Despite the failure of Malcolm's campaign, the U.S. government grew increasingly concerned about the outspoken militant, whose verbal assaults tarnished America's reputation in the cold war rivalry with the Soviet Union. The Federal Bureau of Investigation (FBI) and the Central Intelligence Agency (CIA) stepped up their surveillance of Malcolm, which had begun in the 1950s. Infiltrating the Muslim Mosque and the OAAU, the FBI eventually compiled over 2,300 pages of material on the controversial black leader.
After his return from the second Africa trip in November 1964, Malcolm attempted to establish a working relationship with the civil rights movement. He often spoke with activists from the Student Nonviolent Coordinating Committee, and on 4 February 1965 he made a speech in Selma, Alabama, where King and his Southern Christian Leadership Conference were staging nonviolent demonstrations for new voting rights legislation.

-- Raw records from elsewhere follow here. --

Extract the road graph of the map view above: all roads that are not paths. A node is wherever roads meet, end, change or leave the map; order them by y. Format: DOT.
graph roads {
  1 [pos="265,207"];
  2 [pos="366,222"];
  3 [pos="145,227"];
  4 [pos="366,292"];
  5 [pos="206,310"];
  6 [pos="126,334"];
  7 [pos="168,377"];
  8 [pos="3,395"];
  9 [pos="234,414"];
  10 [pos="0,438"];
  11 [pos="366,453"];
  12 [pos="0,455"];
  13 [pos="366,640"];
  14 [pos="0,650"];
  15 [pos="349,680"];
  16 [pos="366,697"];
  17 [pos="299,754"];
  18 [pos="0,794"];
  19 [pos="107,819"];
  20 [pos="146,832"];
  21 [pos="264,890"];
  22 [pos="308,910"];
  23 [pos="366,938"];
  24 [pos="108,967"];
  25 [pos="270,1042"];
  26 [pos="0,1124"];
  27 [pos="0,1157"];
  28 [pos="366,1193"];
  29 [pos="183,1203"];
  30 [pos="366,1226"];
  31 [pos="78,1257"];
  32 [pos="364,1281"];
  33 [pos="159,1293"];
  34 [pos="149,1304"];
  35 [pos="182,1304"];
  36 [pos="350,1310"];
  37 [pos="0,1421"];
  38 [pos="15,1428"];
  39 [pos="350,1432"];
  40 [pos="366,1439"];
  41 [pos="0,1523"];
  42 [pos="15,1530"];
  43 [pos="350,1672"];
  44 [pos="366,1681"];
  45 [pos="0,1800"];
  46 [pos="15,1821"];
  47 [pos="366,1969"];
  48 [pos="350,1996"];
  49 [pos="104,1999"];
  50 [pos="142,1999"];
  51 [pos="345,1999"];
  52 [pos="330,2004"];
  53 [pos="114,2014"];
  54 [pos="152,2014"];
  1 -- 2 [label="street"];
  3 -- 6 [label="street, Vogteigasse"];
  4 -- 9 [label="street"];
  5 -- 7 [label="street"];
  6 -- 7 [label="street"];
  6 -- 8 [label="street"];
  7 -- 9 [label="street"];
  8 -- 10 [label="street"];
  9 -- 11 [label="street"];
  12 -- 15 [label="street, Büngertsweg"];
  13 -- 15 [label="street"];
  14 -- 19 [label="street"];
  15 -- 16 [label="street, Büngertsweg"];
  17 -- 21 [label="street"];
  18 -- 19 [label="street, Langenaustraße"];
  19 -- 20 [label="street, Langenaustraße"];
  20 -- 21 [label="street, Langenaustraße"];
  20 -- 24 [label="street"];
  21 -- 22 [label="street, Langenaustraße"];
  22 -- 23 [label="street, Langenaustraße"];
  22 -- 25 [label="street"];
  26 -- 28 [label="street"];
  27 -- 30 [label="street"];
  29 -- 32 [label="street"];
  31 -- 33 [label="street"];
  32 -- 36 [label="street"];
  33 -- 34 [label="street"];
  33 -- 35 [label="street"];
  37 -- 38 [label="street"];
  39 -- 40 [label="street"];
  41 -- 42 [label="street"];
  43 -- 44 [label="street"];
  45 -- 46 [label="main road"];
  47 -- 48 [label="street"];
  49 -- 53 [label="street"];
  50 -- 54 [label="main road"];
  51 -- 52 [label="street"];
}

While Malcolm was still redefining his ideas and beliefs in early 1965, his relations to the NOI grew more hostile. His repeated revelations about Muhammad's extramarital affairs and the black Muslims' secret contacts with the Ku Klux Klan made Malcolm a major target for constant harassment and death threats by the NOI. On the night of 14 February 1965 Malcolm and his family survived a firebomb attack on their house in East Elmhurst, Queens. Amid this atmosphere of daily threats, an exhausted Malcolm told reporters of his feeling that his death was near.

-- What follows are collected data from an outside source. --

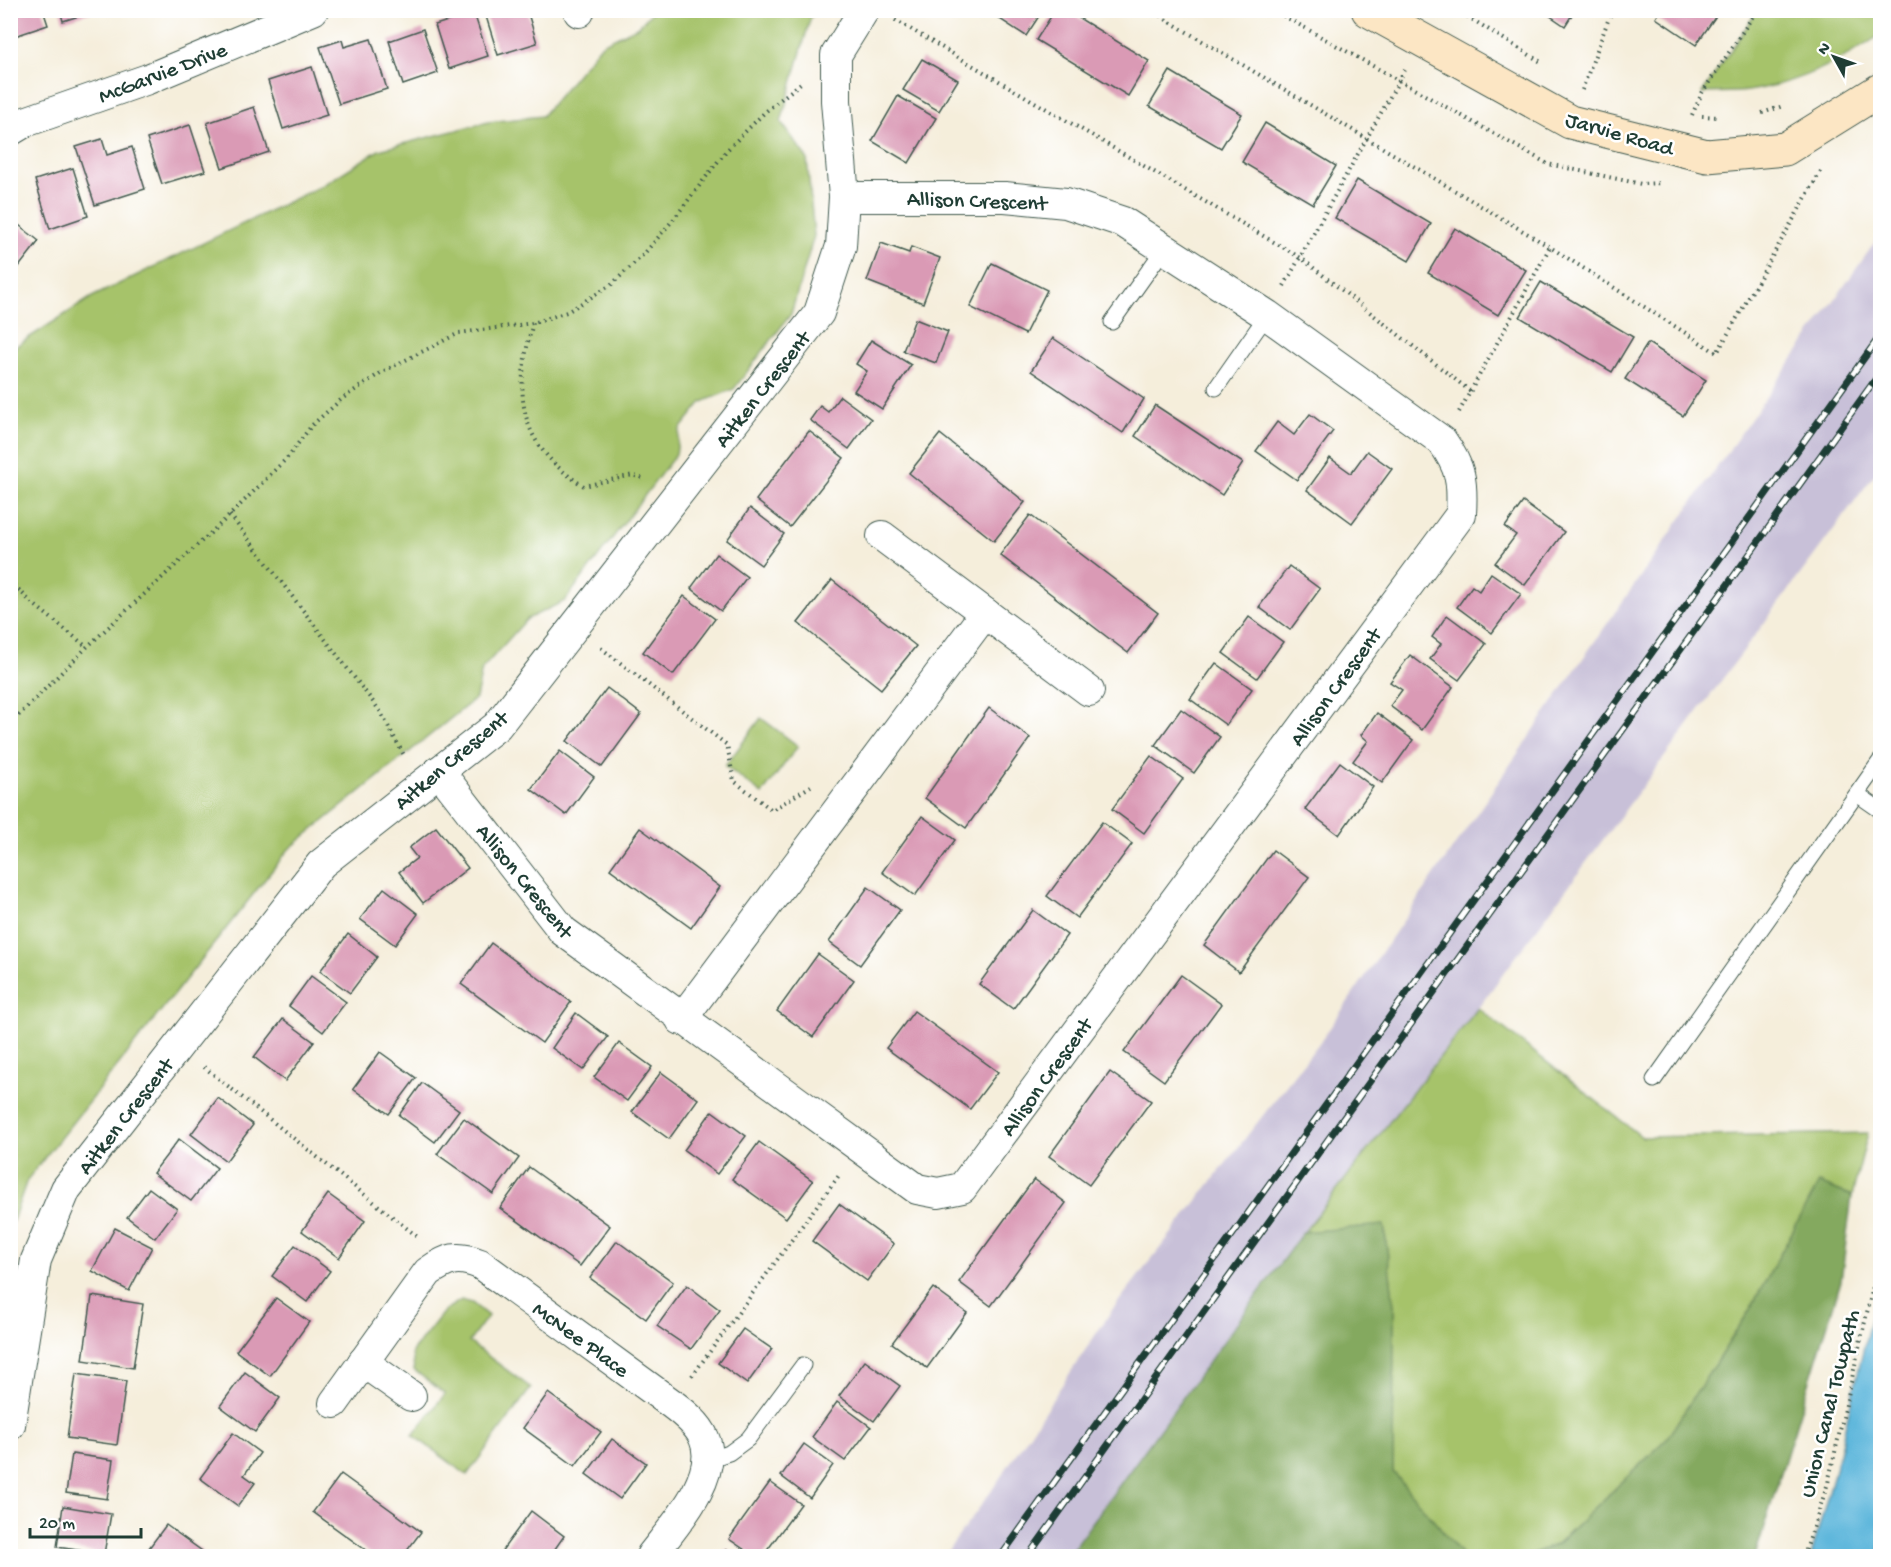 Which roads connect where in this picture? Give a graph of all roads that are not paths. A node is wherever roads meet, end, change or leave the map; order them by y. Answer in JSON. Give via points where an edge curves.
{"nodes":[{"id":1,"x":313,"y":10,"type":"edge"},
{"id":2,"x":1368,"y":10,"type":"edge"},
{"id":3,"x":876,"y":14,"type":"edge"},
{"id":4,"x":1881,"y":90,"type":"edge"},
{"id":5,"x":10,"y":131,"type":"edge"},
{"id":6,"x":844,"y":197,"type":"junction"},
{"id":7,"x":1164,"y":249,"type":"junction"},
{"id":8,"x":1267,"y":315,"type":"junction"},
{"id":9,"x":1112,"y":322,"type":"dead end"},
{"id":10,"x":1216,"y":388,"type":"dead end"},
{"id":11,"x":882,"y":536,"type":"dead end"},
{"id":12,"x":985,"y":613,"type":"junction"},
{"id":13,"x":1089,"y":690,"type":"dead end"},
{"id":14,"x":1881,"y":761,"type":"edge"},
{"id":15,"x":429,"y":779,"type":"junction"},
{"id":16,"x":1857,"y":794,"type":"junction"},
{"id":17,"x":1881,"y":810,"type":"edge"},
{"id":18,"x":681,"y":1020,"type":"junction"},
{"id":19,"x":1654,"y":1080,"type":"dead end"},
{"id":20,"x":363,"y":1362,"type":"junction"},
{"id":21,"x":803,"y":1365,"type":"dead end"},
{"id":22,"x":411,"y":1396,"type":"dead end"},
{"id":23,"x":333,"y":1403,"type":"dead end"},
{"id":24,"x":10,"y":1425,"type":"edge"},
{"id":25,"x":708,"y":1460,"type":"junction"},
{"id":26,"x":651,"y":1557,"type":"edge"}],
"edges":[{"from":1,"to":5,"type":"street","name":"McGarvie Drive"},
{"from":2,"to":4,"type":"street","name":"Jarvie Road","via":[[1570,122],[1707,156],[1785,149]]},
{"from":3,"to":6,"type":"street","name":"Aitken Crescent","via":[[836,55]]},
{"from":6,"to":7,"type":"street","name":"Allison Crescent","via":[[1005,197],[1065,203],[1123,222]]},
{"from":6,"to":15,"type":"street","name":"Aitken Crescent","via":[[841,246],[819,313],[497,726]]},
{"from":7,"to":8,"type":"street","name":"Allison Crescent"},
{"from":7,"to":9,"type":"lane"},
{"from":8,"to":10,"type":"lane"},
{"from":8,"to":18,"type":"street","name":"Allison Crescent","via":[[1442,441],[1463,482],[1461,514],[962,1188],[938,1193],[918,1189]]},
{"from":11,"to":12,"type":"street"},
{"from":12,"to":13,"type":"street"},
{"from":12,"to":18,"type":"street"},
{"from":14,"to":16,"type":"lane"},
{"from":15,"to":18,"type":"street","name":"Allison Crescent","via":[[563,932]]},
{"from":15,"to":24,"type":"street","name":"Aitken Crescent","via":[[321,864],[66,1189],[36,1260]]},
{"from":16,"to":17,"type":"lane"},
{"from":16,"to":19,"type":"lane"},
{"from":20,"to":22,"type":"street"},
{"from":20,"to":23,"type":"street"},
{"from":20,"to":25,"type":"street","name":"McNee Place","via":[[428,1272],[441,1263],[463,1257],[480,1264],[690,1418],[705,1438]]},
{"from":21,"to":25,"type":"lane","via":[[748,1438],[729,1453]]},
{"from":25,"to":26,"type":"street","via":[[709,1468],[694,1497]]}]}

On 21 February 1965, during an OAAU meeting in the Audubon Ballroom in New York City's Harlem neighborhood, Malcolm was murdered by several gunmen. Over three decades after the conviction of three assailants for Malcolm's murder, scholars continue to debate whether the NOI or the American government, in particular the FBI and CIA, were responsible for his death. He is buried at Ferncliff Cemetery in Hartsdale, New York.

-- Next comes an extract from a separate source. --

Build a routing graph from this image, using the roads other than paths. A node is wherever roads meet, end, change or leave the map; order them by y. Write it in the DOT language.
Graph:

The significance of Malcolm became apparent only after his death. While still incomplete by the time of his murder, his black nationalist philosophy became the most important reference point for the emerging Black Power movement, which dominated the second half of the 1960s. His ideas on black pride, black political and economic advancement, and Pan-Africanism influenced an entire generation of militant African-American activists. Even beyond the 1960s many young blacks revered Malcolm as the epitome of black self-respect. The African-American actor Ossie Davis spoke for many when he remarked during the slain leader's funeral, "And if you knew him you would know why we must honor him: Malcolm was our manhood, our living, black manhood!"
The Autobiography of Malcolm X (1965) remains one of the most impressive accounts of the life of Malcolm X. Useful biographies include Peter Louis Goldman, The Death and Life of Malcolm X (2nd ed., 1979); Eugene Wolfenstein, The Victims of Democracy: Malcolm X and the Black Revolution (1981); and the controversial Bruce Perry, Malcolm: The Life of a Man Who Changed Black America (1991). Robert L. Jenkins and Mfanya Donald Tryman, eds., The Malcolm X Encyclopedia (2002), provides information on virtually every aspect of his life. Clayborne Carson, Malcolm X: The FBI File (1991), contains additional biographical information and reveals the extent of governmental surveillance.